Additionally, for-profit companies solicit debtors with advertisements touting elimination of credit card debt for mere fractions of what is owed. However, USA Today reports that these companies frequently charge upfront fees and advise consumers to stop paying their bills. If the consumer feels that the company has not served his or her best interests during the debt settlement process, he or she has little recourse against the company.

Loan Modification

Homeowners who are upside down on their mortgages may also wish to speak to an experienced debt-relief attorney to negotiate lower mortgage payments through a loan modification, or loan mod. A loan mod will typically reduce the interest rate charged on the home loan, which can greatly reduce mortgage payments. Loan mods almost always convert any nonfixed rate (ARM) loans into fixed rate loans, and they sometimes come with either a principal reduction or principal deferment due at the end of the loan.

Much has been said, both good and bad, about the loan modification process. While some try to blame the attorneys who represent their clients in receiving a loan mod, much of the blame lies with the lenders who are so overloaded with loan modification requests; the process has bogged down to taking several months or even a year or longer. This is one especially good reason to hire a professional loan modification attorney who has experience and know-how in negotiating the very best loan modification possible.

Short Sale

A short sale occurs when the bank agrees to accept less than the full balance of the loan and essentially forgive the difference, freeing homeowners to sell at lower prices. A short sale costs nothing to the debtor, as all fees are paid directly by the lender. The negotiations can sometimes even approve the debtor to receive funds through a cash-for-keys program. The goal of a short sale is to remove liability for any deficiency balance that results from taking the difference between the balance owed and the final sales price of the home. The lender releases the debtor from the mortgage, thereby preventing foreclosure.

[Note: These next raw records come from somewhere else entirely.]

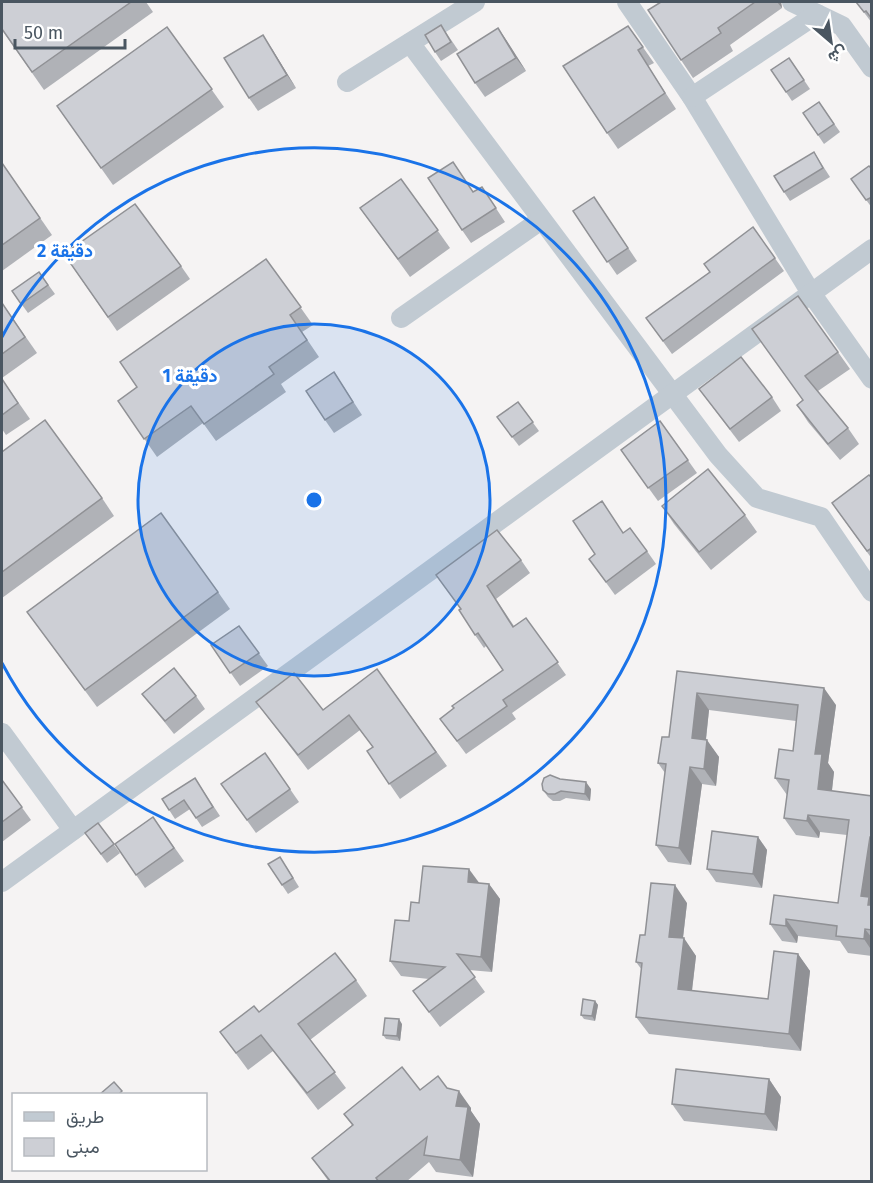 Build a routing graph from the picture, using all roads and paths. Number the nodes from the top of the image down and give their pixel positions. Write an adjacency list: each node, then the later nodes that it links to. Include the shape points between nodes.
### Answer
1 (475, 2): 5 (street)
2 (627, 2): 8 (street)
3 (792, 2): 4 (street)
4 (818, 14): 6 (street, via 842,26); 8 (street)
5 (410, 43): 7 (street); 9 (street)
6 (872, 68)
7 (348, 82)
8 (692, 97): 11 (street)
9 (541, 220): 12 (street); 14 (street)
10 (872, 249): 11 (street)
11 (811, 293): 13 (street); 14 (street)
12 (401, 318)
13 (872, 379)
14 (672, 394): 16 (street, via 757,498); 19 (street)
15 (838, 504): 16 (street)
16 (821, 517): 17 (street)
17 (872, 592)
18 (2, 733): 19 (street)
19 (73, 830): 20 (street)
20 (2, 882)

Short sales are mainly for those who owe MUCH more than their home is worth and just want to be released from further liability to their home or mortgage balance. Another reason is if they were turned down for a loan mod. Unlike for-profit companies that offer similar services, an attorney who represents a client in debt settlement has a duty to work in the best interests of the client.

Summary

No matter the situation, the ultimate decision lies with the one facing the overpowering debt. By choosing an attorney who offers MULTIPLE options for relieving and removing that debt, consumers can start to reclaim their life again and stop worrying every time the phone rings or they check the mail.

Determining which debt reduction or elimination option involves careful consideration of all options. Speaking with a bankruptcy attorney about options empowers consumers to make educated decisions about their financial future.